- **Material for the task**:

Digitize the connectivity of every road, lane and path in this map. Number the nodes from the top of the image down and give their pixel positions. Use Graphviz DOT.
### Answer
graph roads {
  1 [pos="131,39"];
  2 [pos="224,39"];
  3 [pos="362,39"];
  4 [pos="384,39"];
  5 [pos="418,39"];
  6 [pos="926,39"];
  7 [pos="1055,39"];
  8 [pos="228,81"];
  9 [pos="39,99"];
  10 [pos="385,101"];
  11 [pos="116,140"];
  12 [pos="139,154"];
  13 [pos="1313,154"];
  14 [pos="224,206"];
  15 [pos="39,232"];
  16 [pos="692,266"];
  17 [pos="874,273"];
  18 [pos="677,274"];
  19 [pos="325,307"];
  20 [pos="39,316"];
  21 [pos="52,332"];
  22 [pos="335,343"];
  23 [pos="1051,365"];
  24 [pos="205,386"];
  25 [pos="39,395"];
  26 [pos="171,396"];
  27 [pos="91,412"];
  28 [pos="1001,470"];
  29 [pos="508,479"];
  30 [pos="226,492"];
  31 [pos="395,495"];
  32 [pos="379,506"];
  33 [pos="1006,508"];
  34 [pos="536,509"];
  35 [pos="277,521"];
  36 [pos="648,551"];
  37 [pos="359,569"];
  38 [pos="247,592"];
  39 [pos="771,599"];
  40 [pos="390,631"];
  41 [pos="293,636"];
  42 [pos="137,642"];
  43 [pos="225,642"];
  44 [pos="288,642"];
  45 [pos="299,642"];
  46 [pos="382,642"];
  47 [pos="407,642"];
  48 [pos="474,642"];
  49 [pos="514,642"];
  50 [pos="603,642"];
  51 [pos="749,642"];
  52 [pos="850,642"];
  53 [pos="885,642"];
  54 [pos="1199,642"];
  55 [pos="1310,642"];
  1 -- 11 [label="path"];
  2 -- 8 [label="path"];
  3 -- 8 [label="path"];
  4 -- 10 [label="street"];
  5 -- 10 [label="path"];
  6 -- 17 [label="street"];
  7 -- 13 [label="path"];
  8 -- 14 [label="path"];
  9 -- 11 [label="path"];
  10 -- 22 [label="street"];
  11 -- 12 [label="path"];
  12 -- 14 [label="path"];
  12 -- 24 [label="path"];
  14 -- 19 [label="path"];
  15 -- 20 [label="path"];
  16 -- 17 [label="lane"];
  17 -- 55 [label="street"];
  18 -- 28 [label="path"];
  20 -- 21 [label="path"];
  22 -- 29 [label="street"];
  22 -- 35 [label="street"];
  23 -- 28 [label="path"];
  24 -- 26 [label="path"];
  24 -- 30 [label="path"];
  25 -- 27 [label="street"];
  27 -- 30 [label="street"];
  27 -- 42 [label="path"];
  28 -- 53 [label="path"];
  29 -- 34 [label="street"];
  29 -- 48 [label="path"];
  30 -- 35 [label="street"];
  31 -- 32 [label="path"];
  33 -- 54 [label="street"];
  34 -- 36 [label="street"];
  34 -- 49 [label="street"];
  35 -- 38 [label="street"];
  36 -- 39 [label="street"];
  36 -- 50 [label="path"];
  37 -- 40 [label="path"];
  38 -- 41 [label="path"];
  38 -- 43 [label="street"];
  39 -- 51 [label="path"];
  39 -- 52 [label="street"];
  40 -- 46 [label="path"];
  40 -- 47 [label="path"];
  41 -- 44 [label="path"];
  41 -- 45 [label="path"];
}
--
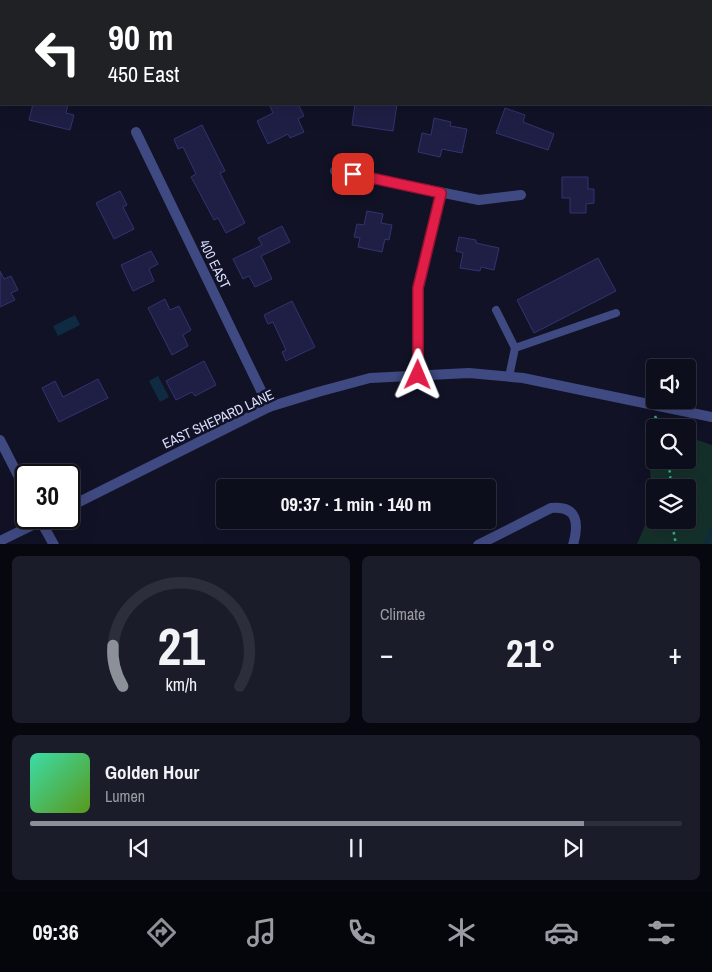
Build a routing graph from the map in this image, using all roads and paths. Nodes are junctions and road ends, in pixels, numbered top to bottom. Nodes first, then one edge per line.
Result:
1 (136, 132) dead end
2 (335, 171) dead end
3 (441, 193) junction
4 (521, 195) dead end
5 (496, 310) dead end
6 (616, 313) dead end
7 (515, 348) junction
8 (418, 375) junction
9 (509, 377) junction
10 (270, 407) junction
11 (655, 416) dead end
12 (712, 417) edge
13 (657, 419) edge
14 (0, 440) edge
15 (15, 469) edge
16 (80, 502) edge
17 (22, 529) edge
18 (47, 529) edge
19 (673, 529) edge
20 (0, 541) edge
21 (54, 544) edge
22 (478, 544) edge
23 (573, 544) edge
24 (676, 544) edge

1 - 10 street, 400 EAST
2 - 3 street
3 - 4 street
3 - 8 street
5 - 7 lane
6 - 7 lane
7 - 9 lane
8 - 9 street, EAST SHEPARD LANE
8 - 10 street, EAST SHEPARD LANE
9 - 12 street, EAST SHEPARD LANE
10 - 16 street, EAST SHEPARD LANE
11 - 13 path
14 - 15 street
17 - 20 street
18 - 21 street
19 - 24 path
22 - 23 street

- **Instructions for the task**: Whenever the word "this" shows up in a line of the entries, list that line.

- **Answer area**:
Digitize the connectivity of every road, lane and path in this map. Number the nodes from the top of the image down and give their pixel positions. Use Graphviz DOT.
Build a routing graph from the map in this image, using all roads and paths. Nodes are junctions and road ends, in pixels, numbered top to bottom. Nodes first, then one edge per line.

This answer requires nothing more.